Problem to work on
For the entries below, report every line that includes the word "Drongense".

Material for this task

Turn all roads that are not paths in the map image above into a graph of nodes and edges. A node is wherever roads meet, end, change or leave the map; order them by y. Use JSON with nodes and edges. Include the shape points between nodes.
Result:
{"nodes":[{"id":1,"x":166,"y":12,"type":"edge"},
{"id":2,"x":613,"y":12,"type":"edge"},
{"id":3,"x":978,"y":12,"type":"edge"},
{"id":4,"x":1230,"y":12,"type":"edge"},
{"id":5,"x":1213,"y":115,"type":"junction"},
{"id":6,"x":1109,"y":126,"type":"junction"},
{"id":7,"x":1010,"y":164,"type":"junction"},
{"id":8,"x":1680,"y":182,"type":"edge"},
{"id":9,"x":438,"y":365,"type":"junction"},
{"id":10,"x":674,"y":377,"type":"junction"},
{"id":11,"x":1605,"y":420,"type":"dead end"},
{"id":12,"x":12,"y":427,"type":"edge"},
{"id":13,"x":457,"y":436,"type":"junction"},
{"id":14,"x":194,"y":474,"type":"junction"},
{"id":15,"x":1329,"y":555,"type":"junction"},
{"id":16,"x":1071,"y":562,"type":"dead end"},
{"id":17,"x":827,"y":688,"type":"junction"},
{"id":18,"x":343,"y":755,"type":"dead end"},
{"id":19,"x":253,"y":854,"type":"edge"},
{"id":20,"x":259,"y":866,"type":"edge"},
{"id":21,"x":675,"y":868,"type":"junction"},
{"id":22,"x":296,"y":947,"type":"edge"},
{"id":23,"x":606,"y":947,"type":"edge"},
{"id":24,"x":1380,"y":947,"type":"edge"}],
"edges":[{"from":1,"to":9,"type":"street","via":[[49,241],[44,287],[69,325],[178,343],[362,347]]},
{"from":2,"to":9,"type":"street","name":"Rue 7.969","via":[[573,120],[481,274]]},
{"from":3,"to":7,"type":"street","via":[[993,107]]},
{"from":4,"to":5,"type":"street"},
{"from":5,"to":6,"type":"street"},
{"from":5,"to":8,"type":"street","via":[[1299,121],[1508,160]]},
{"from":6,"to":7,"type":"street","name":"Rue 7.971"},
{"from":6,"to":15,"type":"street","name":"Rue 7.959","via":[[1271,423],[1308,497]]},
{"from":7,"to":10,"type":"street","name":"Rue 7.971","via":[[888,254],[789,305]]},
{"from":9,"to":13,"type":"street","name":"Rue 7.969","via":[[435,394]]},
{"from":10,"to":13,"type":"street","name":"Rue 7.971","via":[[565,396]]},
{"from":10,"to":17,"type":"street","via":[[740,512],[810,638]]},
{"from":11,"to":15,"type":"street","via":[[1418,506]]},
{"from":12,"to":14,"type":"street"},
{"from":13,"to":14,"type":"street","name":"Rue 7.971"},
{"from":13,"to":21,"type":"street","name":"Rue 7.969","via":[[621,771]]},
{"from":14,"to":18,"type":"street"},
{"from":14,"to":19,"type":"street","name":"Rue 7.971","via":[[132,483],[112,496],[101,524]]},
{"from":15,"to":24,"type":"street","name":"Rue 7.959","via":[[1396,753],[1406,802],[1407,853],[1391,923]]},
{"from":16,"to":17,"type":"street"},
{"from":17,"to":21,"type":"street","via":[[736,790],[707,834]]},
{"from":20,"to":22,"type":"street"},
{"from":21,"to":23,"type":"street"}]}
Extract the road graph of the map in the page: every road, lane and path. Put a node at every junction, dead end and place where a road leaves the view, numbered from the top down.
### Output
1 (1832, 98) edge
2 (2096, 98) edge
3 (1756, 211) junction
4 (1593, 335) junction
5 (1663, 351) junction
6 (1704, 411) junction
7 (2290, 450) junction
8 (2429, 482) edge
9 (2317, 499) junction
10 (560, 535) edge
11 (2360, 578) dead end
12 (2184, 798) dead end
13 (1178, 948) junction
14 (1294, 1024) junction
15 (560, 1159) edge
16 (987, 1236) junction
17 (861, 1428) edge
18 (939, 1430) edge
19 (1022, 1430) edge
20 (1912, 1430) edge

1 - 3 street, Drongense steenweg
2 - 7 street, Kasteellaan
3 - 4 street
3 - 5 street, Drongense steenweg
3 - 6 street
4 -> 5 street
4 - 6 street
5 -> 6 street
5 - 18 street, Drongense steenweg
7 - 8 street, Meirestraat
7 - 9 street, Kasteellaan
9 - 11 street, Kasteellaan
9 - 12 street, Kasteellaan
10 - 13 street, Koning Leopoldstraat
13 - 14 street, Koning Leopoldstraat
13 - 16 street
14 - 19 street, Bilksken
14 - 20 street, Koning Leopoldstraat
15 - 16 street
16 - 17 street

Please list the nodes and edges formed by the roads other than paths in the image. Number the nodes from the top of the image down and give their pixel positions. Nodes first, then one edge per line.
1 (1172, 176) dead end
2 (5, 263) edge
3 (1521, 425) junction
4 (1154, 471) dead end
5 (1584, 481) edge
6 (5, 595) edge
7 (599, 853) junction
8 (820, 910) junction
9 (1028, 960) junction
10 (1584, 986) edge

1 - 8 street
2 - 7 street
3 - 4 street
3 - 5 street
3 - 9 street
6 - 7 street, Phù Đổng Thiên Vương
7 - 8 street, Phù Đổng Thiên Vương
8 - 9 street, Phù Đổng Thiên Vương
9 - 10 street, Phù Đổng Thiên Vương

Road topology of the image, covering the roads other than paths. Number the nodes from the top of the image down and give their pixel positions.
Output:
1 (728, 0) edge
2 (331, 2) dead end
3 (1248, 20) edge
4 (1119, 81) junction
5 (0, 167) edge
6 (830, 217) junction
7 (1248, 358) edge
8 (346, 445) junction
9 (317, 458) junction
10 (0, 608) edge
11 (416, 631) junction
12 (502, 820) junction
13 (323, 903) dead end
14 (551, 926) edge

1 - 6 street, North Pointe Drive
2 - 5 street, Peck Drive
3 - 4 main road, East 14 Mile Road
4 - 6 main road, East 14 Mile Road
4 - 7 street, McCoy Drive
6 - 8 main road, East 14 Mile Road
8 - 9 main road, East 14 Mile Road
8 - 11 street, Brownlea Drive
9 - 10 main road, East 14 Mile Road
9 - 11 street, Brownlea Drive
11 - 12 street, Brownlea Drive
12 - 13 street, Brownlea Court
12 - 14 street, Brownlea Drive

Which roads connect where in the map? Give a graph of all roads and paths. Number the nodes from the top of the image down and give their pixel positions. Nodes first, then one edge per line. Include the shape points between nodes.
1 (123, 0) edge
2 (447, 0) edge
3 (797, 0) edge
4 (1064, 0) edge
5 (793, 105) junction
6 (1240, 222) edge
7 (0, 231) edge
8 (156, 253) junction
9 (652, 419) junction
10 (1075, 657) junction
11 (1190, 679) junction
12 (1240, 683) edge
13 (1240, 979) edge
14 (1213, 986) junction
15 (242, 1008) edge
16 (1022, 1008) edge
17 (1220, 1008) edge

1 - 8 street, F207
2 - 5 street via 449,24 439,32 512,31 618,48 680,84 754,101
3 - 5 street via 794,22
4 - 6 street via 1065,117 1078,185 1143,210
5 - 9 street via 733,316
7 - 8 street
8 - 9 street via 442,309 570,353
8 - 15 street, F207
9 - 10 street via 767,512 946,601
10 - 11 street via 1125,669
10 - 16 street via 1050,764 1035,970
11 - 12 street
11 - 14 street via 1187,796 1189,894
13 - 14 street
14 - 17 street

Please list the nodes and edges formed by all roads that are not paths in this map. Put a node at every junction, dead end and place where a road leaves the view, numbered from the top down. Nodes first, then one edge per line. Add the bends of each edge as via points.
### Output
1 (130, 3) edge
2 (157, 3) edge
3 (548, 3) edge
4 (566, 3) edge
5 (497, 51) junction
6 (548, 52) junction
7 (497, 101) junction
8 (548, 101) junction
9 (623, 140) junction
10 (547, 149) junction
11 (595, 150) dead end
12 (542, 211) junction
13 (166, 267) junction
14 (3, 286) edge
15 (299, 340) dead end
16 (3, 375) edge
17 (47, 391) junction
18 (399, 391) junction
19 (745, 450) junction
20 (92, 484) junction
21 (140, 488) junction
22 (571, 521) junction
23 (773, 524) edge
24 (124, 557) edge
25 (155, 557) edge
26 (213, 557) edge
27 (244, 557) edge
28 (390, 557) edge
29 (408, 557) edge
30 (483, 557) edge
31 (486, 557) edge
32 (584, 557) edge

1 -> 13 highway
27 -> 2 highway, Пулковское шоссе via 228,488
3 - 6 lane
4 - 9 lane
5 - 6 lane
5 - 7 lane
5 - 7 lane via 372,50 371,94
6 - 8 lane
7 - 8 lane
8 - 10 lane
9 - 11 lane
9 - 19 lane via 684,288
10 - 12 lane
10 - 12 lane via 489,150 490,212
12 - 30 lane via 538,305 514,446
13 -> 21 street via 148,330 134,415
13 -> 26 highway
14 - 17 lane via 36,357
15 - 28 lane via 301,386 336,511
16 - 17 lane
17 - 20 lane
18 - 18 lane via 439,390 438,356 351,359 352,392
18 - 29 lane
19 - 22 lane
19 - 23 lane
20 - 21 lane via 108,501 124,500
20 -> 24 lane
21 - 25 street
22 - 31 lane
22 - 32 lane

Output
1 - 3 street, Drongense steenweg
3 - 5 street, Drongense steenweg
5 - 18 street, Drongense steenweg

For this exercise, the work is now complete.